Aparta la tela que aún le cubre por encima del vientre y sonríe maliciosa. Recuerda la prisa con que la noche anterior le desabrochó los ceñidos vaqueros, sin apenas darle tiempo a reaccionar o a cerrar la puerta del apartamento al que subieron después de un par de copas. Apresó su cuerpo contra la pared frotándose con una necesidad casi desesperada. Entonces supo que a pesar de la fuerza del otro, de que ella era solo una espiga de trigo comparada con el tronco que era él, había vencido ya dominando su deseo.

El resto ha sido fácil, se dice a sí misma mientras dibuja círculos con el dedo alrededor del ombligo masculino que, desprovisto del calor de la sábana, siente enfriarse. Le gustaron las correas con las que lo ató al cabecero. Le gustó que ella hiciera y deshiciera, que recorriera cada escondrijo de la piel con los labios mientras él se revolvía y acataba sus órdenes. Dime que te gusta. Me gusta. Di que soy maravillosa. Lo eres. Di que nunca encontrarás a otra mujer como yo. No lo haré. Las palabras enredadas en las bocas, haciéndose hueco entre dos lenguas cosidas con hilo de deleite, fruncidas con obsesiva lujuria.

Apoyada sobre el lado izquierdo recorre su anatomía con la mirada y se detiene en un lunar rojizo, similar a una salpicadura, que adorna su ingle y en el que no había reparado la noche anterior. Tiene forma de trébol, un trébol de tres hojas. Yo me convertiré en la hoja que le falta a tu suerte, se escucha decir en voz alta, pero él sigue concentrado en el punto del techo y no obtiene respuesta. No te preocupes por nada, continúa hablando sola, tú no eres como los anteriores, todo irá bien.

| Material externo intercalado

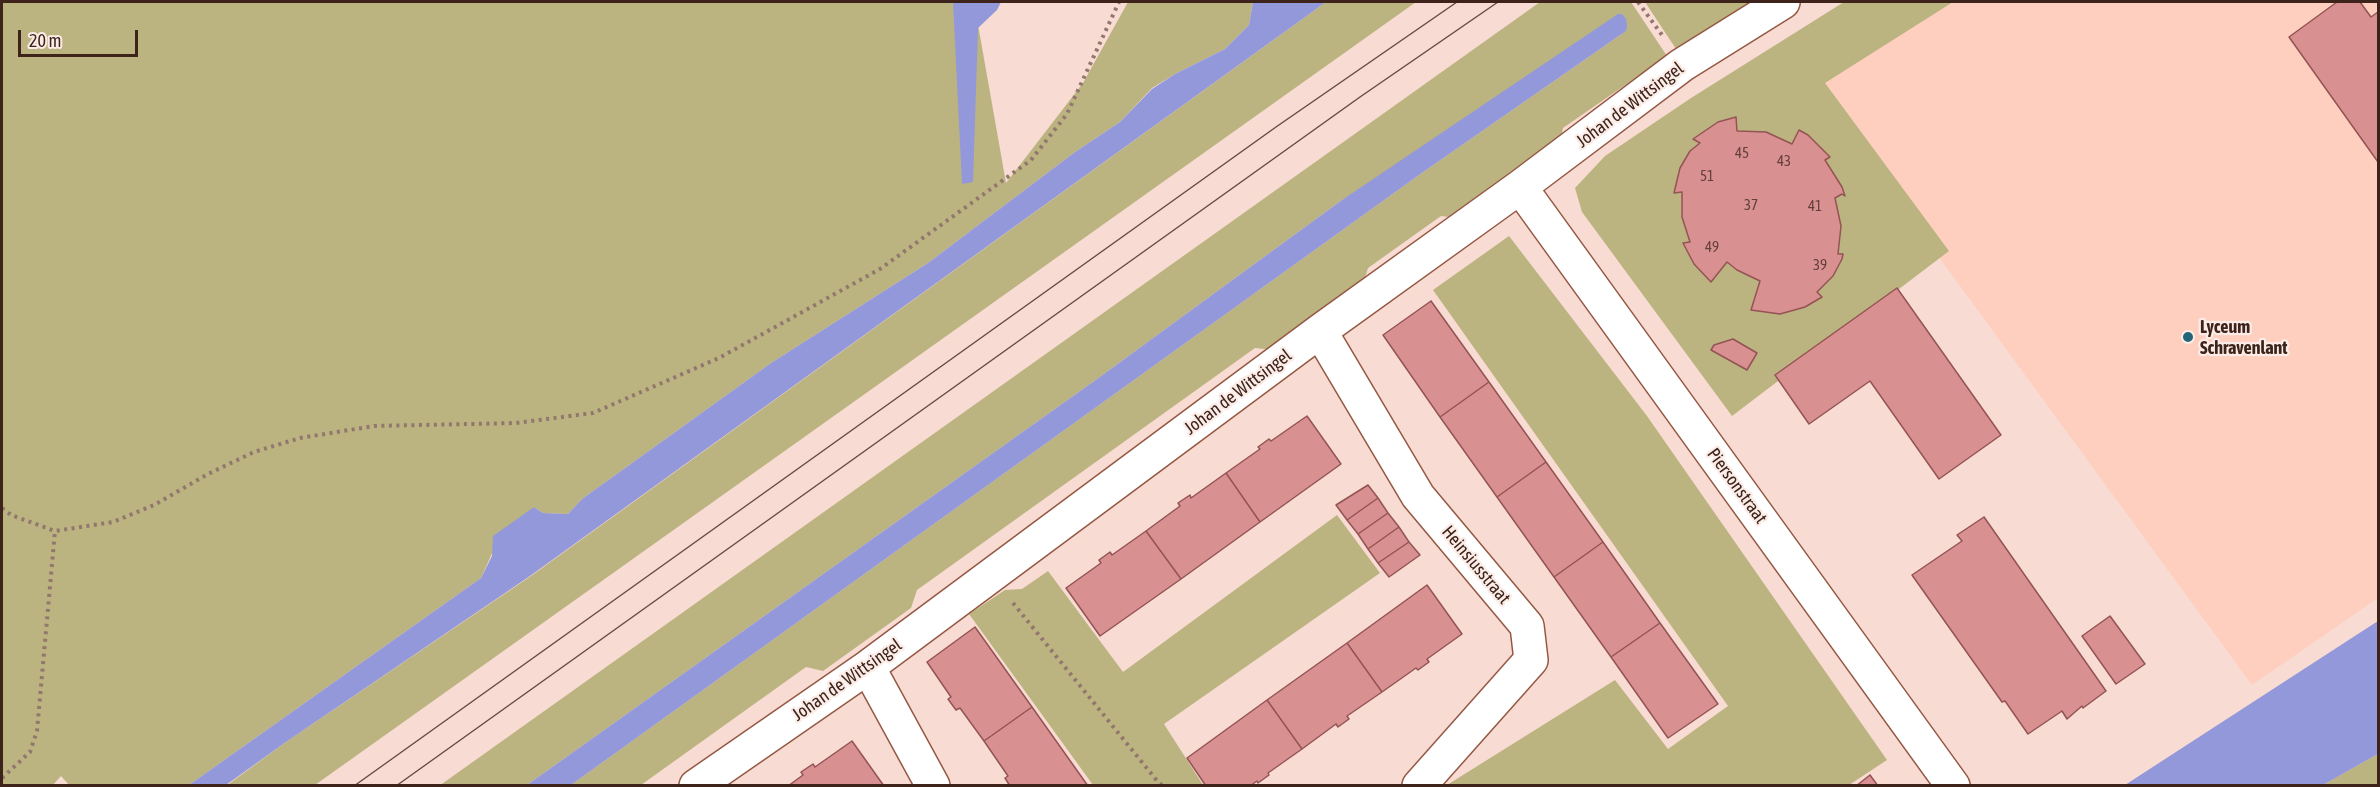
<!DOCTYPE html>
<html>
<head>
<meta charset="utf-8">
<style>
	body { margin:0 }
	#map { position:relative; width:2380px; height:787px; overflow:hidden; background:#f8dbd2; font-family:"Asap Condensed",sans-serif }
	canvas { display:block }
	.frame { position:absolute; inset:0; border:3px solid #3d231a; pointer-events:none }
	.scale { position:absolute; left:18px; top:30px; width:120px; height:27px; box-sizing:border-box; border:3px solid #3d231a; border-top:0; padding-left:8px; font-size:18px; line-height:21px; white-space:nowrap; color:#3d231a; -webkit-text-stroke:4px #fbece7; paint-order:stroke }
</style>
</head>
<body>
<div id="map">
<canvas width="2380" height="787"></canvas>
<div class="frame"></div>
<div class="scale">20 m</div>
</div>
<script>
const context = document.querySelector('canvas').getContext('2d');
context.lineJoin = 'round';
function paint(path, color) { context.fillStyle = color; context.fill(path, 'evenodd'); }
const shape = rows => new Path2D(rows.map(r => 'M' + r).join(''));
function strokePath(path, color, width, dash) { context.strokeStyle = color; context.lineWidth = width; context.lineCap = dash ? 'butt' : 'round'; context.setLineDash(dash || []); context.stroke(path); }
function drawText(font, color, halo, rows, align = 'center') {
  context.font = font + ' "Asap Condensed",sans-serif'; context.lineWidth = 4.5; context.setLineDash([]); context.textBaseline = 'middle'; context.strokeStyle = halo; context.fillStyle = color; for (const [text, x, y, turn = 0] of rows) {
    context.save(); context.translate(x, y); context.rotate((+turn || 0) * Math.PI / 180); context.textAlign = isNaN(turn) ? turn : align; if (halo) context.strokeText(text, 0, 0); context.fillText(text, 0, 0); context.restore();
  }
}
const built = shape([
	[1918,2,2378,2,2378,598,2252,685,1807,77]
]);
const green = shape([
	[2,2,974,2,1006,183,1083,83,1128,2,1253,2,1249,25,1225,49,1175,74,1152,88,1120,122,1075,152,928,263,771,363,582,499,568,514,543,513,534,507,494,549,481,578,189,785,69,785,61,776,53,785,2,786],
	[1326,2,1416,2,315,785,226,786,286,742,531,576],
	[1540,2,1631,2,1667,56,1563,128,1560,144,1457,218,1441,216,1368,268,1363,284,1273,350,1255,348,917,590,911,608,823,671,806,667,641,785,571,785,1419,175,1626,31,1342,200,1097,379,527,785,439,786],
	[1645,2,1752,2,1676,49],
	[1844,2,1953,2,1825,83,1949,251,1732,416,1582,212,1575,188,1605,156,1691,98],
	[1509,236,1647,416,1887,760,1849,785,1447,785,1615,680,1668,749,1728,706,1433,290],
	[1337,515,1380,573,1164,724,1203,785,1093,785,969,614,1005,590,1022,589,1048,571,1123,672],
	[2378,754,2378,785,2323,785]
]);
const water = shape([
	[953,2,1001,2,997,10,978,28,973,182,962,184],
	[1253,2,1326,2,530,576,286,742,226,785,189,785,481,578,492,556,493,536,534,507,543,513,568,514,582,499,771,363,928,263,1075,152,1120,122,1152,89,1175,74,1225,49,1249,25],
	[1618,14,1622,14,1626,19,1627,26,1626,31,1419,175,571,785,527,785,1097,379,1342,200],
	[2378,621,2378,754,2323,785,2125,785]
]);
const building = shape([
	[2337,2,2360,2,2371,17,2378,12,2378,162,2289,37,2337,2],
	[1736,117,1737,131,1766,132,1792,144,1799,130,1808,135,1830,157,1825,160,1842,187,1845,196,1842,194,1835,198,1841,226,1838,254,1843,254,1842,259,1833,276,1817,292,1822,297,1805,307,1780,314,1751,310,1760,281,1737,270,1727,262,1711,282,1694,264,1683,243,1690,242,1682,217,1682,192,1674,193,1680,168,1690,151,1700,143,1693,139,1718,122,1736,117],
	[1897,288,2001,435,1939,479,1870,381,1809,424,1775,375,1897,288],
	[1431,301,1489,382,1440,417,1383,335,1431,301],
	[1733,339,1757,353,1747,370,1711,350,1714,345,1733,339],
	[1489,382,1546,462,1497,497,1440,417,1489,382],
	[1307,416,1341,464,1260,522,1226,473,1260,449,1258,447,1269,439,1271,441,1307,416],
	[1546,462,1603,542,1554,577,1497,497,1546,462],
	[1226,473,1260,522,1181,579,1146,531,1180,506,1178,503,1190,495,1191,498,1226,473],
	[1368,485,1378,498,1347,520,1336,505,1368,485],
	[1378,498,1388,513,1358,534,1347,520,1378,498],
	[1388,513,1399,527,1368,549,1358,534,1388,513],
	[1984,517,2106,691,2083,708,2082,706,2067,719,2062,711,2028,734,2005,701,2002,702,1912,575,1962,541,1957,535,1984,517],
	[1399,527,1409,542,1378,563,1368,549,1399,527],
	[1146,531,1181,579,1100,636,1066,588,1101,563,1099,560,1110,552,1112,555,1146,531],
	[1409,542,1420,555,1389,577,1378,563,1409,542],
	[1603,542,1660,623,1611,657,1554,577,1603,542],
	[1427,585,1462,634,1427,659,1429,662,1418,670,1416,668,1382,692,1347,643,1427,585],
	[2110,616,2145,664,2116,684,2082,636,2110,616],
	[1660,623,1718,704,1668,738,1611,657,1660,623],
	[975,627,1032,707,984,741,960,708,956,710,948,699,951,697,927,662,975,627],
	[1347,643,1382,692,1347,716,1349,719,1338,727,1336,724,1302,749,1267,700,1347,643],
	[1267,700,1302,749,1268,773,1269,775,1258,783,1257,781,1250,786,1206,786,1187,758,1267,700],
	[1032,707,1088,786,1010,786,1005,778,1008,776,984,741,1032,707],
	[852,741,884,786,788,786,803,775,801,772,813,764,815,767,852,741],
	[1870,775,1878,786,1856,786,1870,775]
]);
const path = shape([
	[1638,2,1662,35],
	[2,508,11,515,55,531,113,522,154,505,208,474,254,452,300,438,374,426,516,423,593,413,719,358,880,269,1031,160,1067,114,1119,2],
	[1013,603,1158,782,1163,786],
	[2,778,30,752,37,731,55,531]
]);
const street = shape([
	[1520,187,1953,786],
	[1320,331,1418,496,1527,626,1531,660,1419,786],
	[868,667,933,786],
	[696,786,868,667,1320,331,1520,187,1682,65,1783,2]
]);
const tram = shape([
	[354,786,1276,127,1457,2],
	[396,786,1360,97,1498,2]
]);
const markers = [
	[2188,337,6,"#236578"]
];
const numberNames = [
	["45",1742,153],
	["43",1784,161],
	["51",1707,176],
	["37",1751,205],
	["41",1815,206],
	["49",1712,247],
	["39",1820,265]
];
const streetNames = [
	["Johan de Wittsingel",1630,105,-37],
	["Johan de Wittsingel",1238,392,-37],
	["Piersonstraat",1737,486,54],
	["Heinsiusstraat",1476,565,50],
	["Johan de Wittsingel",847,680,-35]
];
const poiNames = [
	["Lyceum",2200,327],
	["Schravenlant",2200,348]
];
paint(built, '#fecfbf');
paint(green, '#bcb480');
paint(water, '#9298d9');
paint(building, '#d89190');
strokePath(building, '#945354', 1.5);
strokePath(street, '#945843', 36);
strokePath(path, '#92776e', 4, [3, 4.5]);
strokePath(street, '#fff', 33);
strokePath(tram, '#664c43', 1.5);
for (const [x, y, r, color] of markers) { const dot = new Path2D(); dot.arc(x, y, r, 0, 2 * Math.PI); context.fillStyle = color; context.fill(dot); strokePath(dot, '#fbece7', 2); }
drawText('15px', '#643e38', null, numberNames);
drawText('18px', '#3d231a', '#fbece7', streetNames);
drawText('bold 18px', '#3d231a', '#fbece7', poiNames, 'left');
</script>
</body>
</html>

Como si un resorte activara sus piernas, se levanta aún desnuda de la cama y, de pie frente a él, estudia su belleza sintiéndose verdaderamente afortunada. Feliz, da una vuelta sobre sí misma para que él pueda observarla bien y pregunta, ¿crees que soy hermosa? Pero el frío silencio del amante se prolonga aunque eso no la incomoda; la velada ha sido larga y es normal que esté agotado.

Al rememorar los excesos de la madrugada, una risilla pudorosa surge de sus labios y un rubor adolescente pinta sus mejillas. ¡Hora del desayuno!, exclama avergonzada por su repentino recato antes de ceñirse la bata. Sin embargo, no se dirige a la cocina. Sus pies la conducen al baño. Sale tras empapar una toalla en agua y comienza a limpiar la sangre seca que todavía rodea el cuchillo, justo en la ingle del hombre, al lado del lunar con forma de trébol que también desaparece al ser frotado. Así estás más guapo, su voz dulce y melosa se estrella contra la rigidez del cuerpo yaciente, nos irá bien, estoy segura, repite dos veces, no voy a perderte. Después, saca el filo y lo asea con detalle, le atusa los cabellos dorados y se aleja con la toalla teñida de rojo, canturreando una canción que sonaba en el pub donde lo encontró, fascinante y turbador, al fondo de la barra. Antes de entrar en la cocina se vuelve una vez más para admirar su perfección. Definitivamente, cariño, ayer fue nuestro día de suerte, susurra con una mueca torcida. Perfecto, es sencillamente perfecto. Sus pasos se pierden sobre las baldosas.